### Task instructions:
Copy every line of the data that contains the string "Right".

### Data to process:
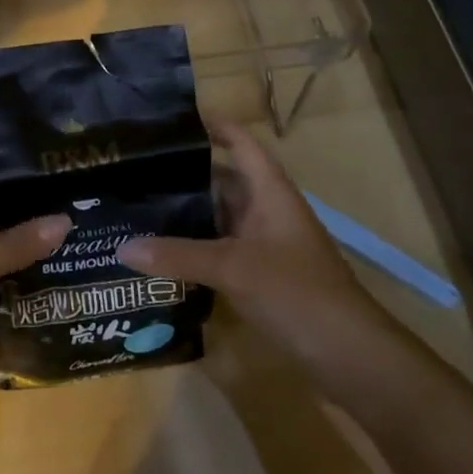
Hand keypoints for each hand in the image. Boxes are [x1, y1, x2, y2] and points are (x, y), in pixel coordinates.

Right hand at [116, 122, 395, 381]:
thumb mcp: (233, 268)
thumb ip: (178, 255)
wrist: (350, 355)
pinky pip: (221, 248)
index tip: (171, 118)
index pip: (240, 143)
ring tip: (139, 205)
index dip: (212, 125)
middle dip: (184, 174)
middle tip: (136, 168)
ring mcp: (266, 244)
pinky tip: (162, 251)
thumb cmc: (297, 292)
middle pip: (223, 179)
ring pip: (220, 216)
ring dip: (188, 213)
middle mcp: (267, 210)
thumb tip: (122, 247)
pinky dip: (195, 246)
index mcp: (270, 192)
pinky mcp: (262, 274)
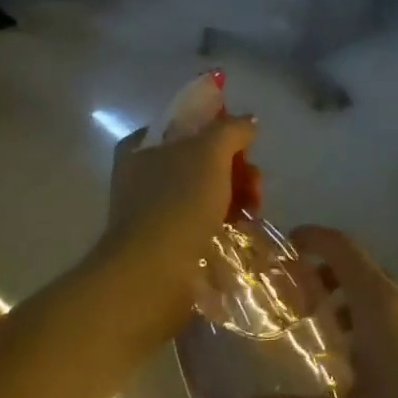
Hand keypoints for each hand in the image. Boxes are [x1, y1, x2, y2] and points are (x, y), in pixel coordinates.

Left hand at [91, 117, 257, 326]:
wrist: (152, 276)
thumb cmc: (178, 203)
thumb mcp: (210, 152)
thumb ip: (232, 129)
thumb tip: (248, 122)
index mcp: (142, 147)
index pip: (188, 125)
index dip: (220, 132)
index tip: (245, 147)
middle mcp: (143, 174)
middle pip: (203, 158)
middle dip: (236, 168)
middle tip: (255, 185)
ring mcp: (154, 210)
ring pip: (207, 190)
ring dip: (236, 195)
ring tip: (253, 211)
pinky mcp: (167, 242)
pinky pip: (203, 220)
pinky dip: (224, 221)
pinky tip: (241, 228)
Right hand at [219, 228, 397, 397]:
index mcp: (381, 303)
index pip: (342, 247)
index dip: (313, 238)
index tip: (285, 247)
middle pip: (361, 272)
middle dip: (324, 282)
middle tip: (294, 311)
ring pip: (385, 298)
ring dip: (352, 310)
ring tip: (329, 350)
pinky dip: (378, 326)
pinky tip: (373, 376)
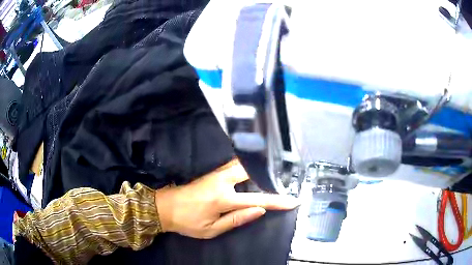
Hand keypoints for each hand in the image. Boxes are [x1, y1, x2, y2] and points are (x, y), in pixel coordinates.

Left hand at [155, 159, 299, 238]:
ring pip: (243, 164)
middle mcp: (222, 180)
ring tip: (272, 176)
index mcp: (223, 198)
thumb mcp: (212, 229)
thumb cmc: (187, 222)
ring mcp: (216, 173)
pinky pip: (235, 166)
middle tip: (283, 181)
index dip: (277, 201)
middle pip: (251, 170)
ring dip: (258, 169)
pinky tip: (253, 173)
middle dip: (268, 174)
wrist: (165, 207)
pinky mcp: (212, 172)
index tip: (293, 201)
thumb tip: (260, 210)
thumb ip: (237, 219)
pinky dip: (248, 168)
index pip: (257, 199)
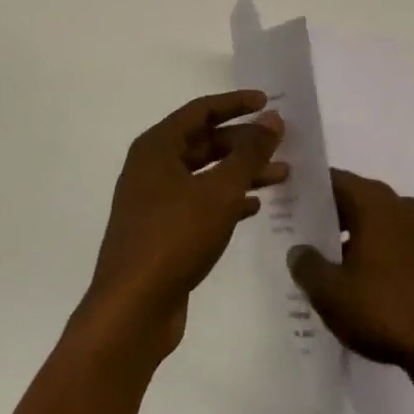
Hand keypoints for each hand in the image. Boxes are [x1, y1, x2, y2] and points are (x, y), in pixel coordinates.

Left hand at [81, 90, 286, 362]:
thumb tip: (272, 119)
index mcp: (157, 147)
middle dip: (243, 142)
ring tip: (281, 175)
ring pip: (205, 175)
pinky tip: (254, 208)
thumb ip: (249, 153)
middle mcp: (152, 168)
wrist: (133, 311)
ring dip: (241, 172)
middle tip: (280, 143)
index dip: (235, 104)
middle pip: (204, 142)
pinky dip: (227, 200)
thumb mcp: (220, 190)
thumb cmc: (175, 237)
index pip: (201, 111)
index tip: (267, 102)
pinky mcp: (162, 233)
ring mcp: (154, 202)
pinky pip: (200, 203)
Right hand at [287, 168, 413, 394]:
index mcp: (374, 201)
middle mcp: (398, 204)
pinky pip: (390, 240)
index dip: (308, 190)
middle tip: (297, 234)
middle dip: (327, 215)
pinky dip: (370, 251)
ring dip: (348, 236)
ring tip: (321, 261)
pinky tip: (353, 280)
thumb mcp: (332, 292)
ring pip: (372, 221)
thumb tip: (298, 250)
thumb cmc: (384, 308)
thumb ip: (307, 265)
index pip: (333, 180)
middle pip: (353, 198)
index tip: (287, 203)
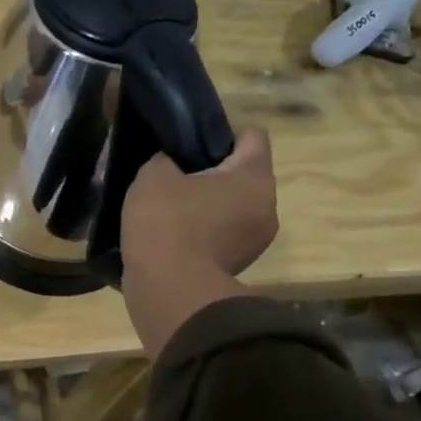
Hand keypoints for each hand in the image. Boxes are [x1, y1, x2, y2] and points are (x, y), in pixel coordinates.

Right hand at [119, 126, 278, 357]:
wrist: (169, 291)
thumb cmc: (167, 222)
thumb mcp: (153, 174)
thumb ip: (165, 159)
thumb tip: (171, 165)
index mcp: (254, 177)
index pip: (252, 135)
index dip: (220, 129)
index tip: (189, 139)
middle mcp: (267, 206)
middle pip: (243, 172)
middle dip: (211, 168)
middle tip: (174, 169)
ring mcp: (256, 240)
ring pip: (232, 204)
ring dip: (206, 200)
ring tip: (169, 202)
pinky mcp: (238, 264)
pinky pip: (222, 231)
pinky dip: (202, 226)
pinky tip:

### Answer to this problem:
Right hand at [116, 122, 395, 381]:
Right hand at [219, 228, 397, 397]:
Right hand at [287, 168, 413, 394]:
Right hand at [119, 126, 278, 357]:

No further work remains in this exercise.